In [1]:
!pip install torchaudio>=0.10.0

In [2]:
import nemo
nemo.__version__

'1.16.0'

# Nemo Collections

NeMo is sub-divided into a few fundamental collections based on their domains `asr`,`nlp`,`tts`. NeMo allows partial imports of just one or more collections

In [5]:
from torch import inf
import nemo.collections.asr as nemo_asr
# import nemo.collections.nlp as nemo_nlp  # problem with torch._six and torch2.0
import nemo.collections.tts as nemo_tts

[NeMo W 2023-03-19 14:05:58 experimental:27] Module <class 'nemo.collections.common.tokenizers.text_to_speech.tts_tokenizers.IPATokenizer'> is experimental, not ready for production and is not fully supported. Use at your own risk.
[NeMo W 2023-03-19 14:05:58 experimental:27] Module <class 'nemo.collections.tts.models.radtts.RadTTSModel'> is experimental, not ready for production and is not fully supported. Use at your own risk.
[NeMo W 2023-03-19 14:05:58 experimental:27] Module <class 'nemo.collections.tts.models.vits.VitsModel'> is experimental, not ready for production and is not fully supported. Use at your own risk.


# NeMo models in Collections

Nemo contains several models for each of its collections, pertaining to certain common tasks involved in conversational AI.  

In [6]:
asr_models = [model for model in dir(nemo_asr.models) if model.endswith("Model")]
asr_models

['ASRModel',
 'AudioToAudioModel',
 'EncDecCTCModel',
 'EncDecClassificationModel',
 'EncDecDiarLabelModel',
 'EncDecHybridRNNTCTCBPEModel',
 'EncDecHybridRNNTCTCModel',
 'EncDecK2SeqModel',
 'EncDecRNNTBPEModel',
 'EncDecRNNTModel',
 'EncDecSpeakerLabelModel',
 'EncMaskDecAudioToAudioModel',
 'SLUIntentSlotBPEModel',
 'SpeechEncDecSelfSupervisedModel']

In [7]:
tts_models = [model for model in dir(nemo_tts.models) if model.endswith("Model")]
tts_models

['AlignerModel',
 'FastPitchModel',
 'GriffinLimModel',
 'HifiGanModel',
 'MelPsuedoInverseModel',
 'MixerTTSModel',
 'RadTTSModel',
 'SpectrogramEnhancerModel',
 'Tacotron2Model',
 'TwoStagesModel',
 'UnivNetModel',
 'VitsModel',
 'WaveGlowModel']

# The Nemo Model

There are many ways we can create these models - we can use the constructor and pass in a config, we can instantiate the model from a pre-trained checkpoint, or simply pas a pre-trained model name and instantiate a model directly from the cloud

Let's try to work with an ASR model [Citrinet](https://arxiv.org/abs/2104.01721)

In [8]:
citrinet = nemo_asr.models.EncDecCTCModelBPE.from_pretrained('stt_en_citrinet_512')

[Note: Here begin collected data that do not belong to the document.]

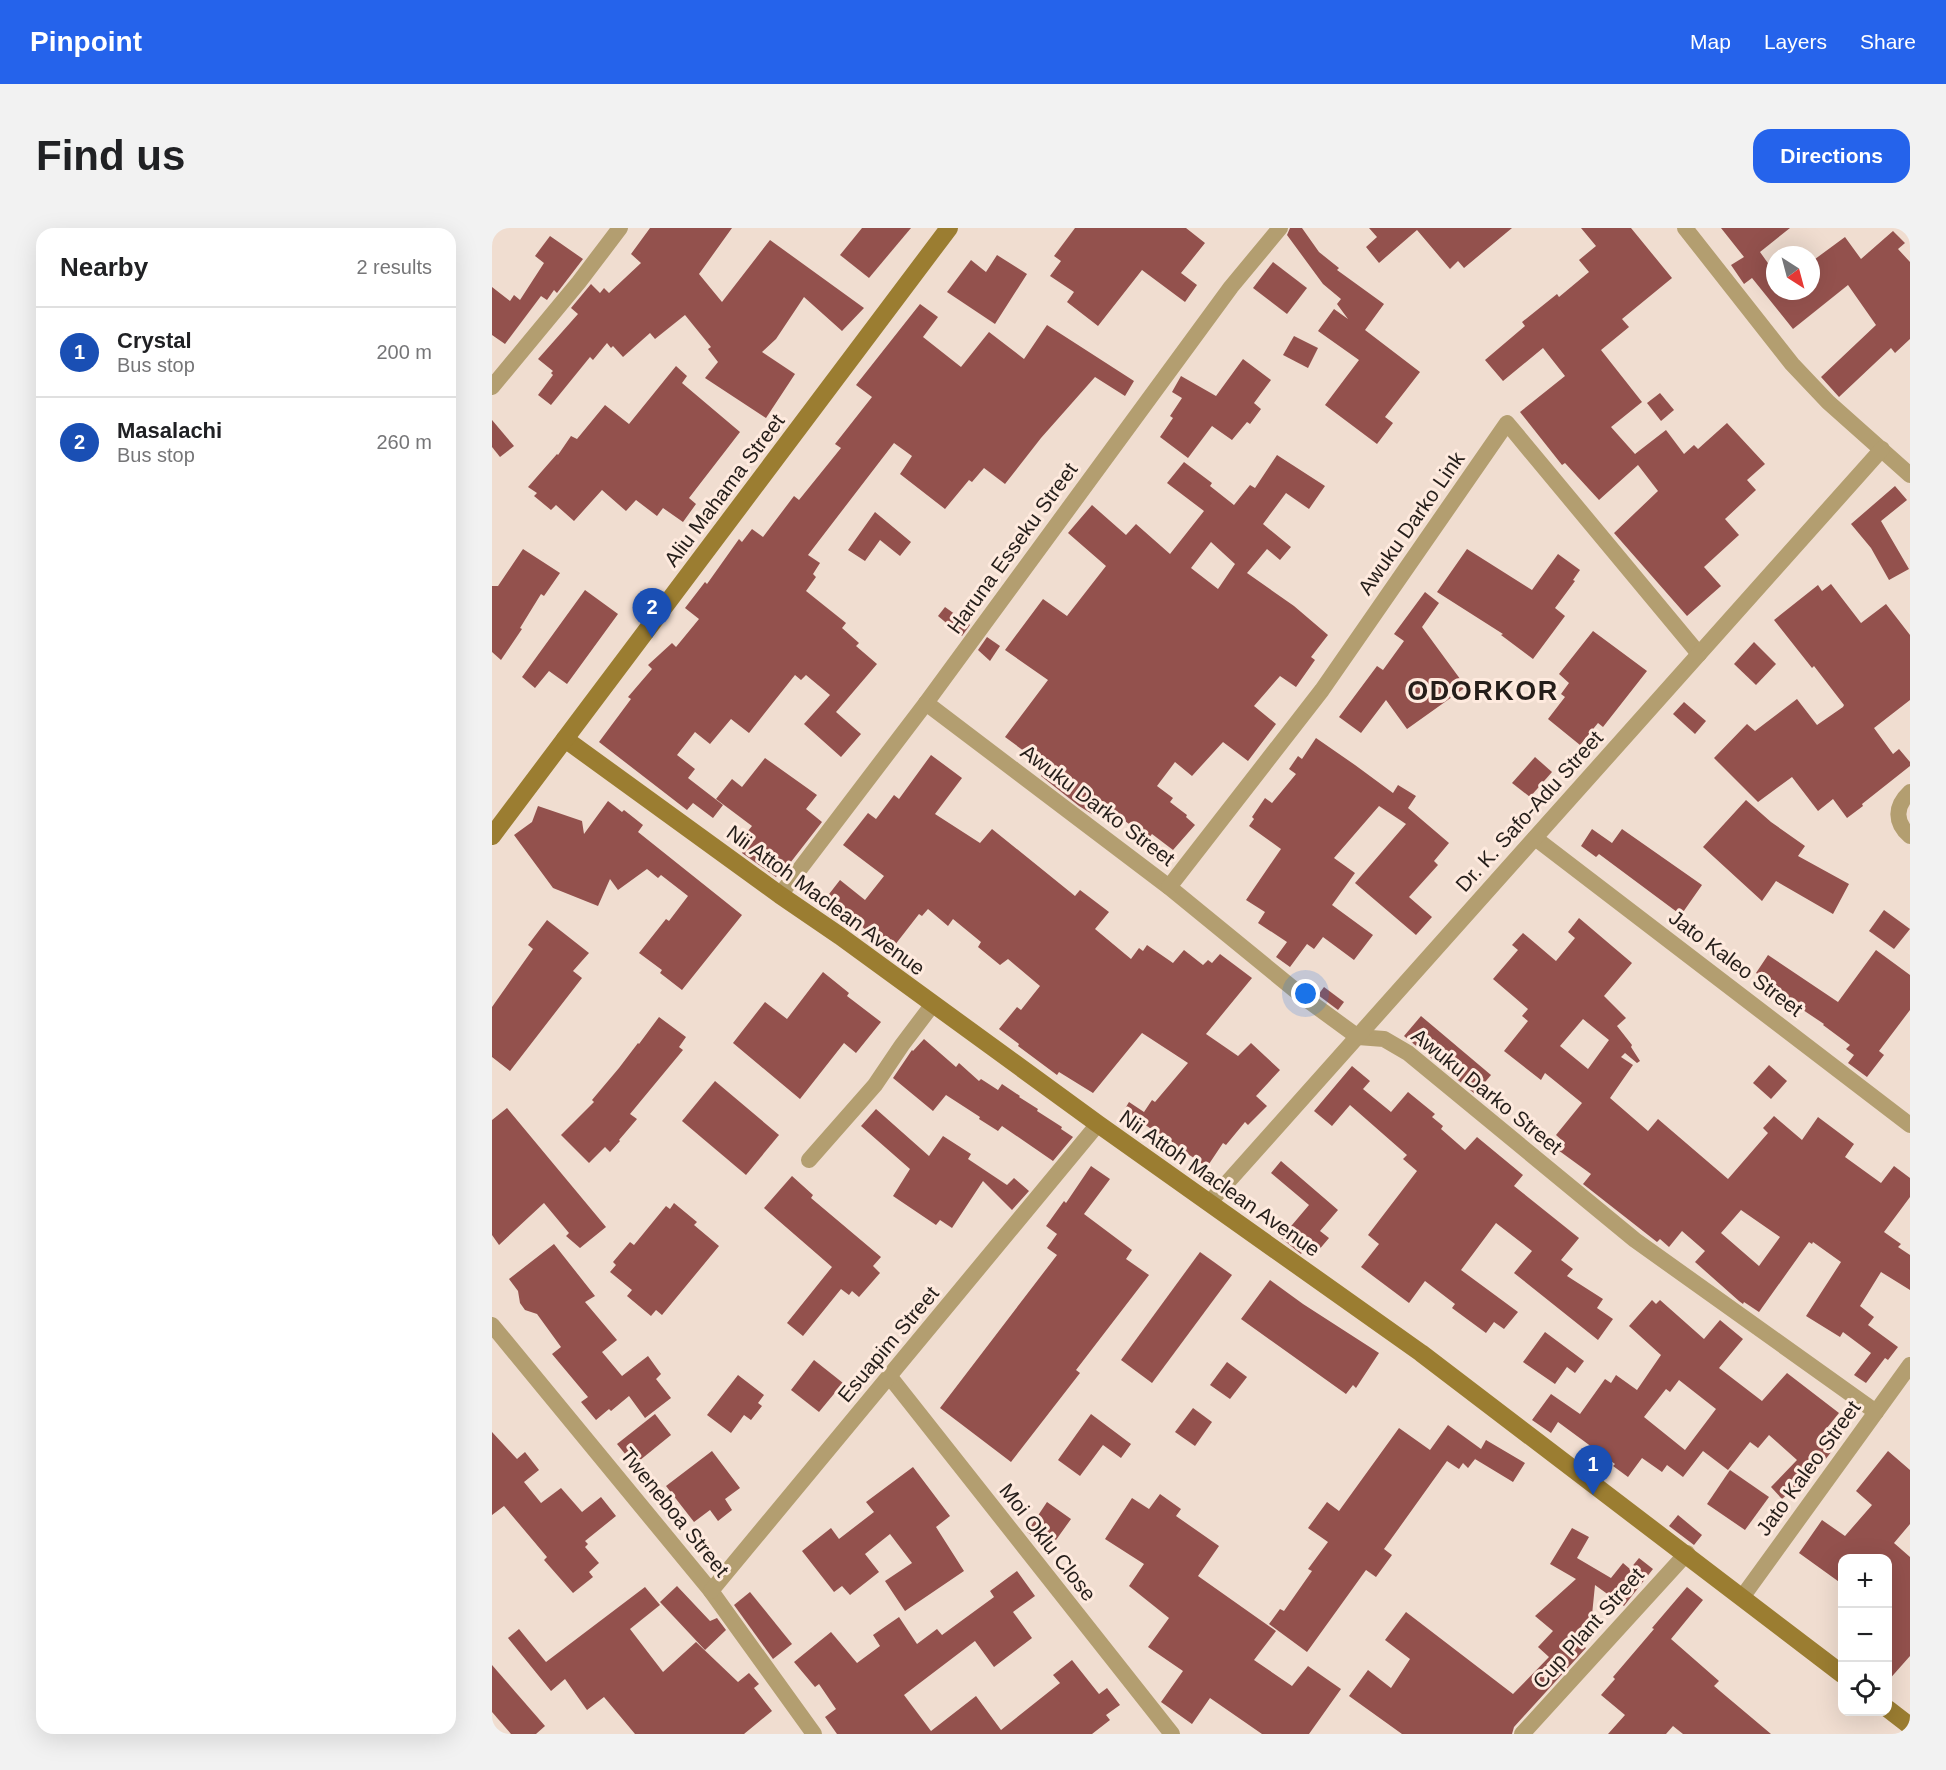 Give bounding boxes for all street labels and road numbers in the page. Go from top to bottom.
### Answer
street label: Aliu Mahama Street [659,409,789,571]
street label: Awuku Darko Link [1353,447,1469,599]
street label: Haruna Esseku Street [942,458,1082,638]
street label: Dr. K. Safo-Adu Street [1451,726,1607,896]
street label: Awuku Darko Street [1017,740,1179,870]
street label: Nii Attoh Maclean Avenue [723,820,929,980]
street label: Jato Kaleo Street [1665,905,1807,1021]
street label: Awuku Darko Street [1407,1023,1567,1159]
street label: Nii Attoh Maclean Avenue [1116,1105,1324,1261]
street label: Esuapim Street [833,1281,943,1406]
street label: Jato Kaleo Street [1751,1396,1865,1540]
street label: Tweneboa Street [616,1443,734,1581]
street label: Moi Oklu Close [995,1479,1101,1605]
street label: Cup Plant Street [1528,1563,1648,1693] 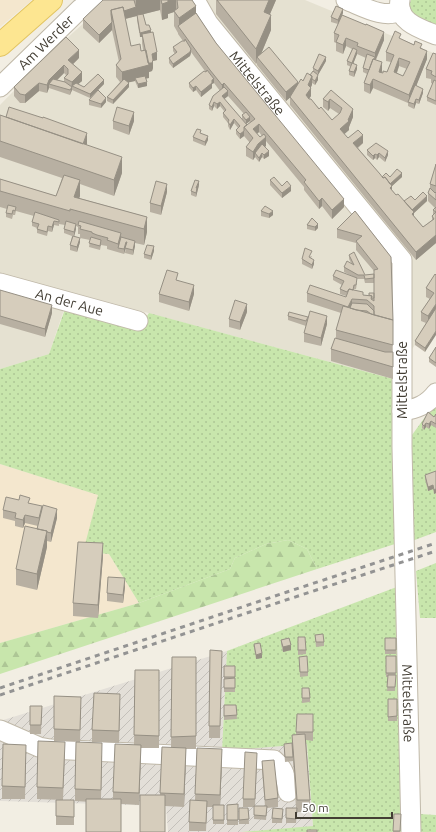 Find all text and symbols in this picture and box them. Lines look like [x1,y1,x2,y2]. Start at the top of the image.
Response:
street label: Am Werder [15,11,77,73]
street label: Mittelstraße [226,48,288,118]
street label: An der Aue [34,285,105,319]
street label: Mittelstraße [394,341,410,419]
street label: Mittelstraße [399,664,417,743]
scale bar [296,794,392,820]
text: 50 m [302,801,329,814]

[NeMo I 2023-03-19 14:27:26 cloud:66] Downloading from: https://api.ngc.nvidia.com/v2/models/nvidia/nemo/stt_en_citrinet_512/versions/1.0.0rc1/files/stt_en_citrinet_512.nemo to /home/mat/.cache/torch/NeMo/NeMo_1.16.0/stt_en_citrinet_512/3262321355385bb7cf5a583146117d77/stt_en_citrinet_512.nemo
[NeMo I 2023-03-19 14:27:59 common:913] Instantiating model from pre-trained checkpoint
[NeMo I 2023-03-19 14:28:01 mixins:170] Tokenizer SentencePieceTokenizer initialized with 1024 tokens


[NeMo W 2023-03-19 14:28:02 modelPT:161] If you intend to do training or fine-tuning, please call the ModelPT.setup_training_data() method and provide a valid configuration file to setup the train data loader.
    Train config : 
    manifest_filepath: null
    sample_rate: 16000
    batch_size: 32
    trim_silence: true
    max_duration: 16.7
    shuffle: true
    is_tarred: false
    tarred_audio_filepaths: null
    
[NeMo W 2023-03-19 14:28:02 modelPT:168] If you intend to do validation, please call the ModelPT.setup_validation_data() or ModelPT.setup_multiple_validation_data() method and provide a valid configuration file to setup the validation data loader(s). 
    Validation config : 
    manifest_filepath: null
    sample_rate: 16000
    batch_size: 32
    shuffle: false
    
[NeMo W 2023-03-19 14:28:02 modelPT:174] Please call the ModelPT.setup_test_data() or ModelPT.setup_multiple_test_data() method and provide a valid configuration file to setup the test data loader(s).
    T

[NeMo I 2023-03-19 14:28:02 features:286] PADDING: 16
[NeMo I 2023-03-19 14:28:03 save_restore_connector:247] Model EncDecCTCModelBPE was successfully restored from /home/mat/.cache/torch/NeMo/NeMo_1.16.0/stt_en_citrinet_512/3262321355385bb7cf5a583146117d77/stt_en_citrinet_512.nemo.


In [9]:
citrinet.summarize()

  | Name              | Type                              | Params
------------------------------------------------------------------------
0 | preprocessor      | AudioToMelSpectrogramPreprocessor | 0     
1 | encoder           | ConvASREncoder                    | 36.3 M
2 | decoder           | ConvASRDecoder                    | 657 K 
3 | loss              | CTCLoss                           | 0     
4 | spec_augmentation | SpectrogramAugmentation           | 0     
5 | _wer              | WERBPE                            | 0     
------------------------------------------------------------------------
37.0 M    Trainable params
0         Non-trainable params
37.0 M    Total params
147.977   Total estimated model params size (MB)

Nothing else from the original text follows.